Yerde bir ekmek parçası görse, Allah’ın adı yazılı bir şey için nasıl özen gösterirse, öyle özen gösterirdi. Dünyâda ihtiyatlı olmayı ve azla yetinmeyi emrederdi. Yamalı hırka giyerdi. “Gece tesbih ve zikirleri, maîşet kazanmaktan daha faziletlidir” der, geceleyin kalkıp ibadet etmeyi teşvik ederdi. Hasta ziyaretini tavsiye ederdi. Dervişleri abdest ve namazda vesveseye düşmekten sakındırırdı. Hamama girmeyi sevmezdi. Kazanmaya gücü olduğu halde dilenmeyi çirkin görürdü. Birinin yalan söyleyebileceğine ihtimal vermezdi. Yoksulları, zenginlere bakmaktan alıkoyardı; “Bu, kalbi sıkar ve perdeler” derdi. Doyduktan sonra yemeyi, lüzumsuz söz söylemeyi, zālimler ile arkadaşlığı ve onlara itibar göstermeyi ve yardım etmeyi yasaklardı. “Bu hal kalbi karartır ve Cenab-ı Hakk’ı öfkelendirir” der idi. Hurma ağacının dibine düşeni sahibinin izni olmadan almayı yasaklardı.

Yaşlı bir müslüman şahsı görse elini öper ve onu ağırlar, tam bir alçak gönüllülükle duasını talep ederdi. Eğer o ihtiyar kimse kabul ederse birlikte birkaç adım yürürdü. Bazan da: “Cenab-ı Hak bu yaşlı kimseyi şereflendirdi, onun ibadeti Hak katında makbuldür” der idi. Bir genç görse elini öper, ona sokulur ve: “Benim için dua et, çünkü sen tövbekår bir gençsin” der idi. Bir çocuk görse onu öper ve ondan dua isterdi. “Ergenlik çağına girinceye kadar müslüman çocuklar üzerine melekler hatā yazmazlar” der idi.
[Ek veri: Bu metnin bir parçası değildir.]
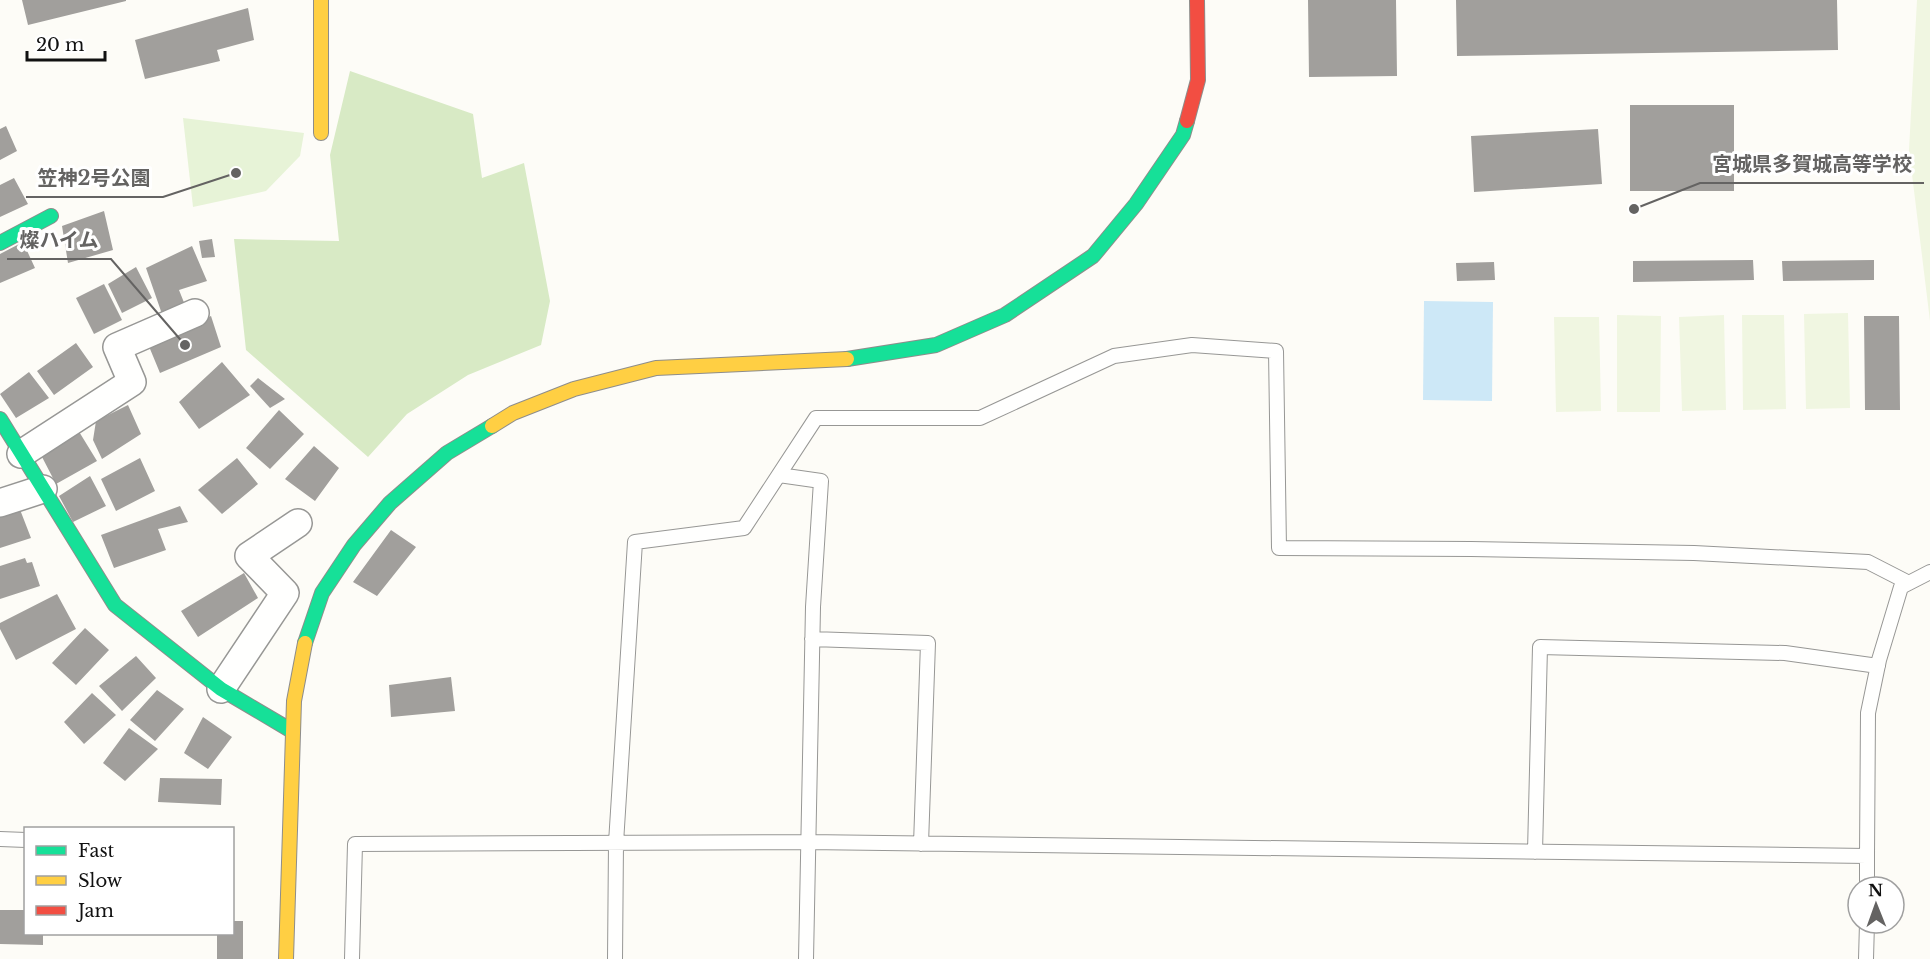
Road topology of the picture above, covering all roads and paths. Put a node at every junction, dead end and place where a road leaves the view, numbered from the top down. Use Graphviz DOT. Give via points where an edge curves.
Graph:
graph roads {
  1 [pos="321,0"];
  2 [pos="1197,0"];
  3 [pos="321,133"];
  4 [pos="51,216"];
  5 [pos="0,243"];
  6 [pos="195,313"];
  7 [pos="0,419"];
  8 [pos="21,454"];
  9 [pos="779,475"];
  10 [pos="43,489"];
  11 [pos="0,503"];
  12 [pos="298,523"];
  13 [pos="1930,572"];
  14 [pos="1909,583"];
  15 [pos="812,639"];
  16 [pos="1878,666"];
  17 [pos="221,688"];
  18 [pos="292,731"];
  19 [pos="0,839"];
  20 [pos="24,840"];
  21 [pos="807,842"];
  22 [pos="616,843"];
  23 [pos="921,844"];
  24 [pos="1535,852"];
  25 [pos="1867,856"];
  26 [pos="1867,875"];
  27 [pos="1867,935"];
  28 [pos="286,959"];
  29 [pos="352,959"];
  30 [pos="615,959"];
  31 [pos="806,959"];
  32 [pos="1866,959"];
  1 -- 3 [label="street"];
  2 -- 18 [label="street" via="1198,80 1183,135 1136,204 1094,256 1005,315 936,345 848,359 656,368 574,389 513,413 447,453 390,503 354,545 322,592 311,625 294,701"];
  4 -- 5 [label="street"];
  6 -- 8 [label="street" via="117,347 132,382"];
  7 -- 8 [label="street"];
  8 -- 10 [label="street"];
  9 -- 14 [label="lane" via="816,418 980,418 1114,356 1192,345 1276,351 1279,548 1694,553 1868,562"];
  9 -- 15 [label="lane" via="821,481"];
  9 -- 22 [label="lane" via="744,528 635,542"];
  10 -- 11 [label="street"];
  10 -- 17 [label="street" via="115,605"];
  12 -- 17 [label="street" via="249,556 285,593"];
  13 -- 14 [label="lane"];
  14 -- 16 [label="lane" via="1901,587"];
  15 -- 21 [label="lane"];
  15 -- 23 [label="lane" via="928,643"];
  16 -- 24 [label="lane" via="1785,652 1540,647"];
  16 -- 25 [label="lane" via="1868,713"];
  17 -- 18 [label="street"];
  18 -- 28 [label="street"];
  19 -- 20 [label="lane"];
  21 -- 22 [label="lane"];
  21 -- 23 [label="lane"];
  21 -- 31 [label="lane"];
  22 -- 29 [label="lane" via="355,844"];
  22 -- 30 [label="lane"];
  23 -- 24 [label="lane"];
  24 -- 25 [label="lane"];
  25 -- 26 [label="lane"];
  27 -- 32 [label="lane"];
}
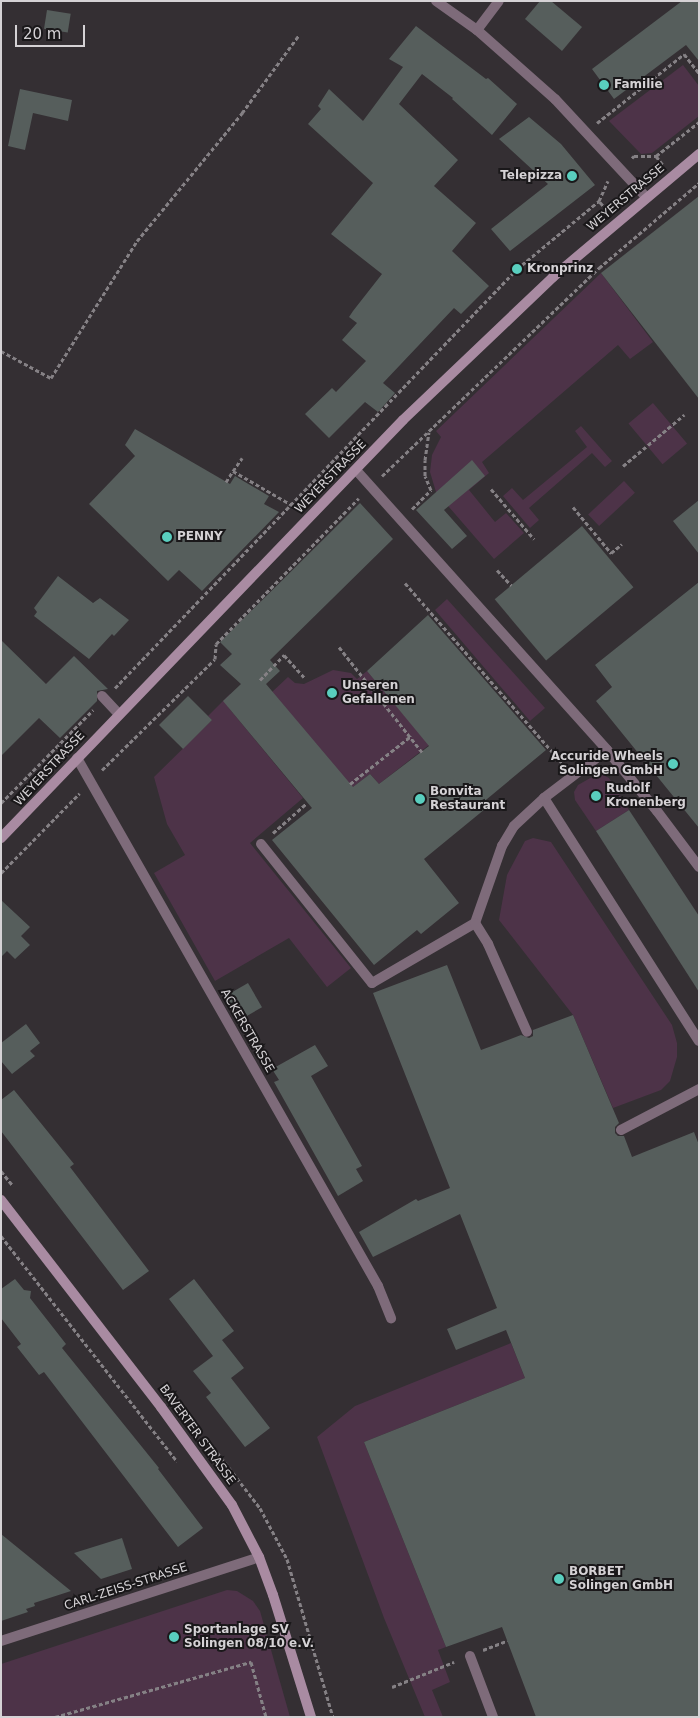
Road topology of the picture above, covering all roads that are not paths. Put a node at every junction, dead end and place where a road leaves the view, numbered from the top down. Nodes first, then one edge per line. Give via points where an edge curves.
1 (436, 1) edge
2 (499, 1) edge
3 (477, 30) junction
4 (699, 154) edge
5 (646, 197) junction
6 (356, 470) junction
7 (103, 697) road end
8 (119, 714) junction
9 (607, 750) junction
10 (77, 758) junction
11 (544, 798) junction
12 (1, 838) edge
13 (261, 844) road end
14 (699, 867) edge
15 (475, 923) junction
16 (527, 1032) dead end
17 (699, 1042) edge
18 (699, 1089) edge
19 (621, 1130) dead end
20 (1, 1200) edge
21 (391, 1318) dead end
22 (259, 1557) junction
23 (1, 1641) edge
24 (470, 1656) road end
25 (311, 1717) edge
26 (493, 1717) edge

1 - 3 street
2 - 3 street
3 - 5 street via 555,98
4 - 5 main road, WEYERSTRASSE
5 - 6 main road, WEYERSTRASSE via 553,277 403,420
6 - 8 main road, WEYERSTRASSE
6 - 9 street
7 - 8 street
8 - 10 main road, WEYERSTRASSE
9 - 11 street
9 - 14 street
10 - 12 main road, WEYERSTRASSE
10 - 21 street, ACKERSTRASSE via 378,1286
11 - 15 street via 514,826 502,846
11 - 17 street
13 - 15 street via 372,983
15 - 16 street via 488,944
18 - 19 street
20 - 22 main road, BAVERTER STRASSE via 162,1406 232,1505
22 - 23 street, CARL-ZEISS-STRASSE
22 - 25 main road, BAVERTER STRASSE via 286,1630
24 - 26 street

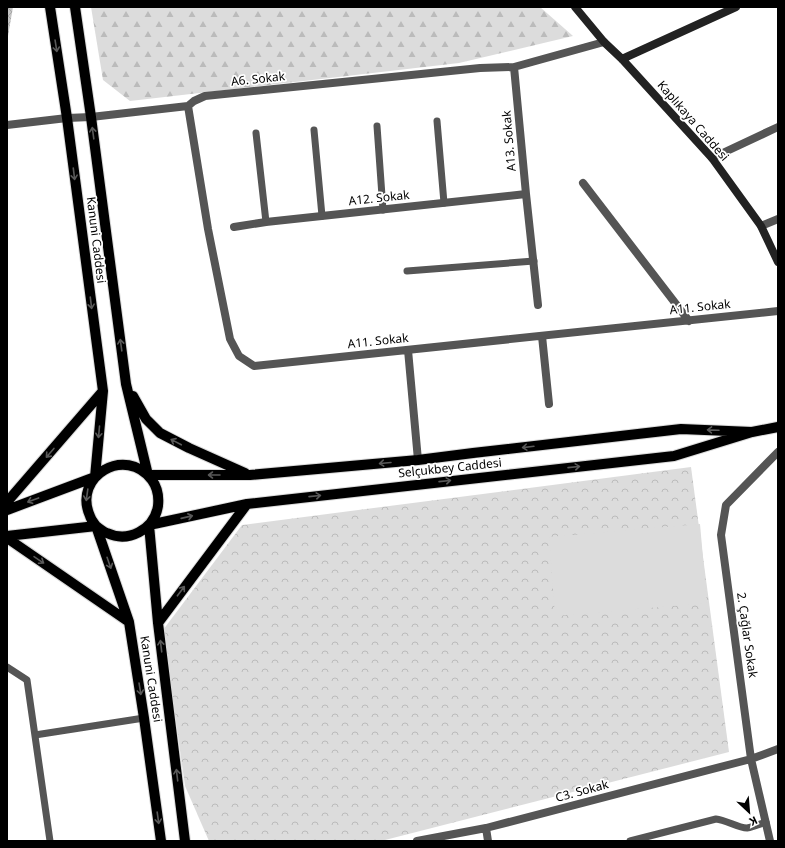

Birisi, zālimler için dua istese şu şekilde dua buyururdu: اللَّهُمُ أَصْلِحُهُمْ وَأَرْشِدْهُمْ وَالْهِمْهُمْ طَاعَنكَ وَذَكْرَكَ وَوَفَقْهُمْ لِما تُحِبُّ وَتَرْضَى بِرَحْمَتِكَ يا أرحم الراحمين ]Yani]: “Ey Allah’ım onları ıslah et, onlara doğru yolu göster; onlara sana ibadet etmeyi ve seni anmayı ilham et; sevdiğin ve râzı olduğun şeylerde onlara rahmetinle yardım eyle, ey merhametlilerin en merhametlisi!”

Ümmü’l-Beráhin isimli kitapta Hz. Pir (r.a.) hakkında şöyle denilmektedir: “Sözü doğru, aşırı isteklerden temizlenmiş, sabrı şikâyetsiz, takvāsı hâlis, açlığı ibadet, tokluğu kanaat idi. Eğer eline bir şey geçmezse sabreder, fütûhat/ ilähi lütuf ve bağışlar olursa bol bol verir. Råhat nedir bilmez, istirahatı düşünmez, orucu ve namazı çok, uykusu azdı. Bütün işi nefsini düzeltmek ve kötü sözden dilini korumak idi. Hoşnutluk hırkasını giymiş, kază ve kaderin acısına sabırla göğüs germişti. Yemesi bir hastanınki kadar; içtiği, suya batmış kimsenin içebileceğinden ibåret idi. İnsanlara eliyle, diliyle, mal ve sözüyle, işleri ve comertliği ile faydalı olurdu. O gönül temizliği kadehinden içmiş, sırları bulanıklık ve sıkıntıdan arınmış ve takvā sahiplerinin gömleğine bürünmüş idi.”

“Her kim Cenâb-ı Hakk’a karşı takvâ/çekinme ile iş yapar ve yalnızken de ondan korkarsa, Cenâb-ı Hak o kimseye öyle lezzetli bir safa kadehi sunar ki, o kadeh ona dünya lezzetine ihtiyaç hissetirmez.”